### MATERIAL TO PROCESS ###
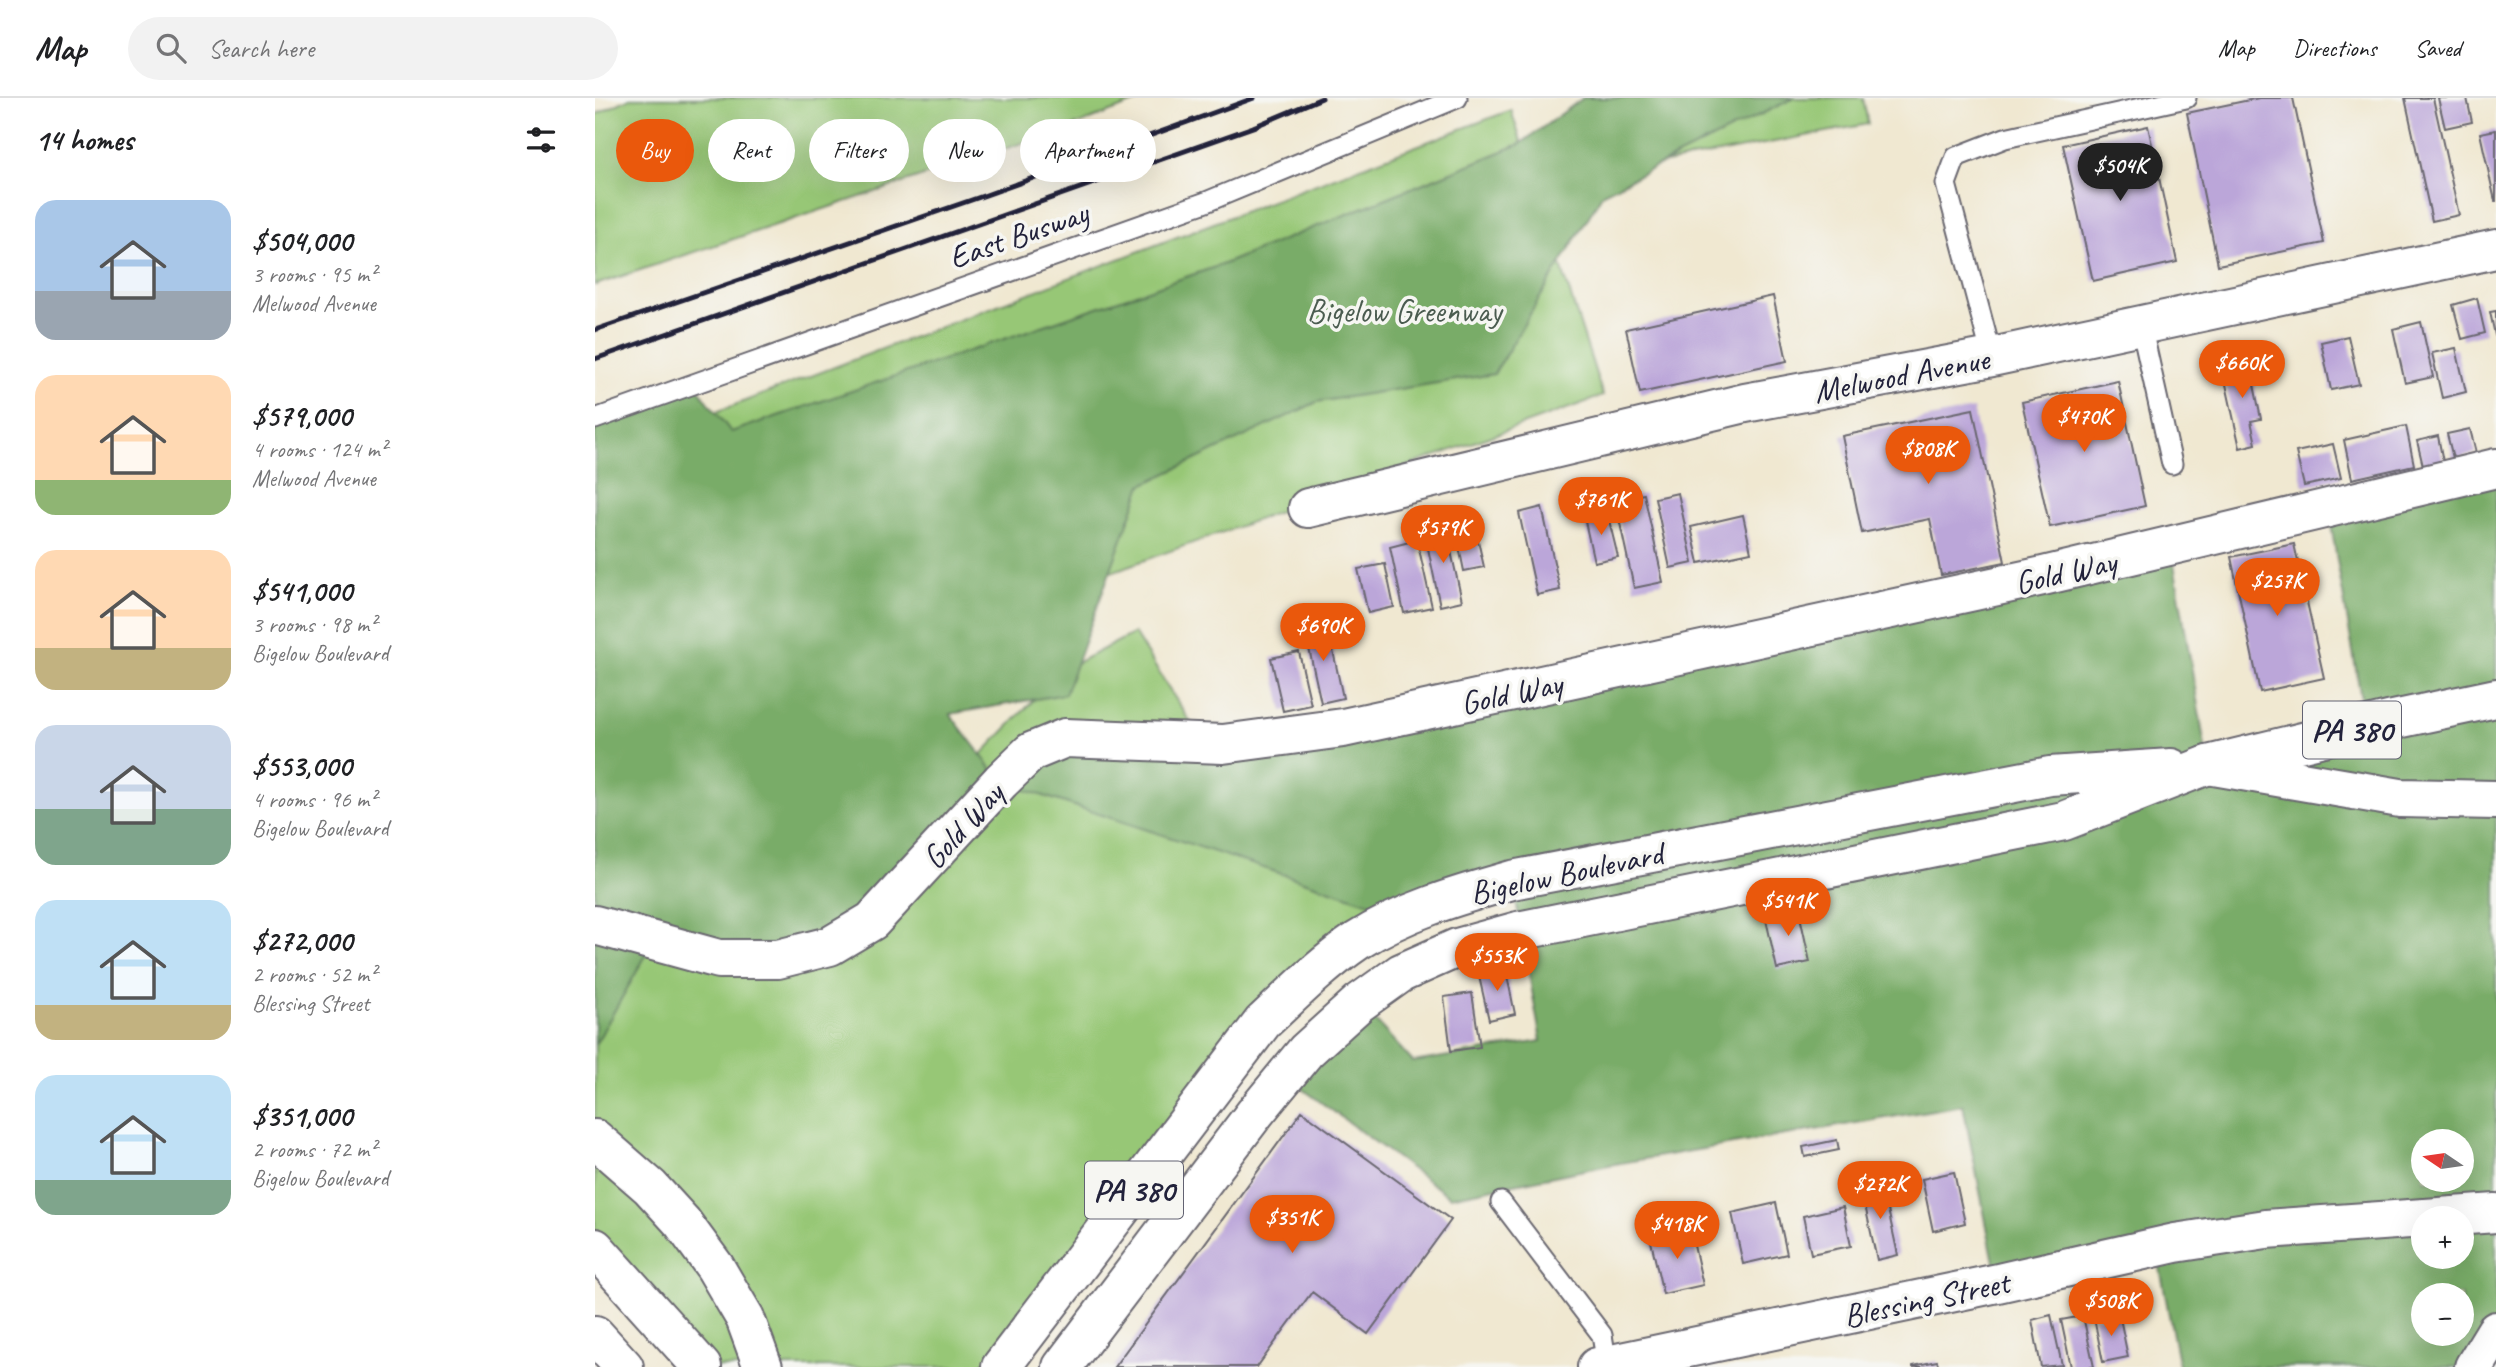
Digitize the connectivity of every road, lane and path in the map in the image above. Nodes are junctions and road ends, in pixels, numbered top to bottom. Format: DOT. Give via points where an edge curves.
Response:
graph roads {
  1 [pos="1457,98"];
  2 [pos="2186,98"];
  3 [pos="2496,249"];
  4 [pos="2141,325"];
  5 [pos="1992,357"];
  6 [pos="595,419"];
  7 [pos="2172,464"];
  8 [pos="2496,468"];
  9 [pos="1308,508"];
  10 [pos="2496,698"];
  11 [pos="2208,765"];
  12 [pos="2496,800"];
  13 [pos="595,925"];
  14 [pos="595,1139"];
  15 [pos="1501,1202"];
  16 [pos="2496,1213"];
  17 [pos="2474,1215"];
  18 [pos="2411,1219"];
  19 [pos="595,1248"];
  20 [pos="1036,1321"];
  21 [pos="2496,1331"];
  22 [pos="595,1335"];
  23 [pos="1689,1358"];
  24 [pos="1602,1366"];
  25 [pos="624,1367"];
  26 [pos="702,1367"];
  27 [pos="763,1367"];
  28 [pos="978,1367"];
  29 [pos="1001,1367"];
  30 [pos="1062,1367"];
  31 [pos="2474,1367"];
  1 -- 6 [label="lane, East Busway" via="1206,202"];
  2 -- 5 [label="lane" via="2005,138 1957,157 1946,184"];
  3 -- 4 [label="street, Melwood Avenue"];
  4 -- 5 [label="street, Melwood Avenue"];
  4 -- 7 [label="lane"];
  5 -- 9 [label="street, Melwood Avenue" via="1745,402"];
  8 -- 13 [label="street, Gold Way" via="2043,576 1343,728 1223,744 1065,738 1031,752 872,921 830,946 778,959 719,959"];
  10 -- 11 [label="street, PA 380"];
  11 -- 12 [label="street, Bigelow Boulevard" via="2400,798"];
  11 -- 20 [label="street, Bigelow Boulevard / PA 380" via="2050,776 1512,880 1407,915 1358,941 1263,1022"];
  11 -- 30 [label="street, Bigelow Boulevard / PA 380" via="2064,821 1518,931 1457,948 1401,972 1306,1051"];
  14 -- 27 [label="street" via="650,1188 715,1266 745,1318"];
  15 -- 24 [label="lane" via="1602,1335"];
  16 -- 17 [label="street, Blessing Street"];
  18 -- 23 [label="street, Blessing Street" via="2266,1229 2175,1243"];
  19 -- 26 [label="street"];
  20 -- 28 [label="street"];
  20 -- 29 [label="street, Bigelow Boulevard / PA 380"];
  21 -- 31 [label="street"];
  22 -- 25 [label="street"];
  23 -- 24 [label="street, Blessing Street"];
}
###
__WHAT NEEDS TO BE DONE__: Reproduce every line from the preceding data in which the word "Melwood" can be found.

__RESULT FOR THIS TASK__:
  3 -- 4 [label="street, Melwood Avenue"];
  4 -- 5 [label="street, Melwood Avenue"];
  5 -- 9 [label="street, Melwood Avenue" via="1745,402"];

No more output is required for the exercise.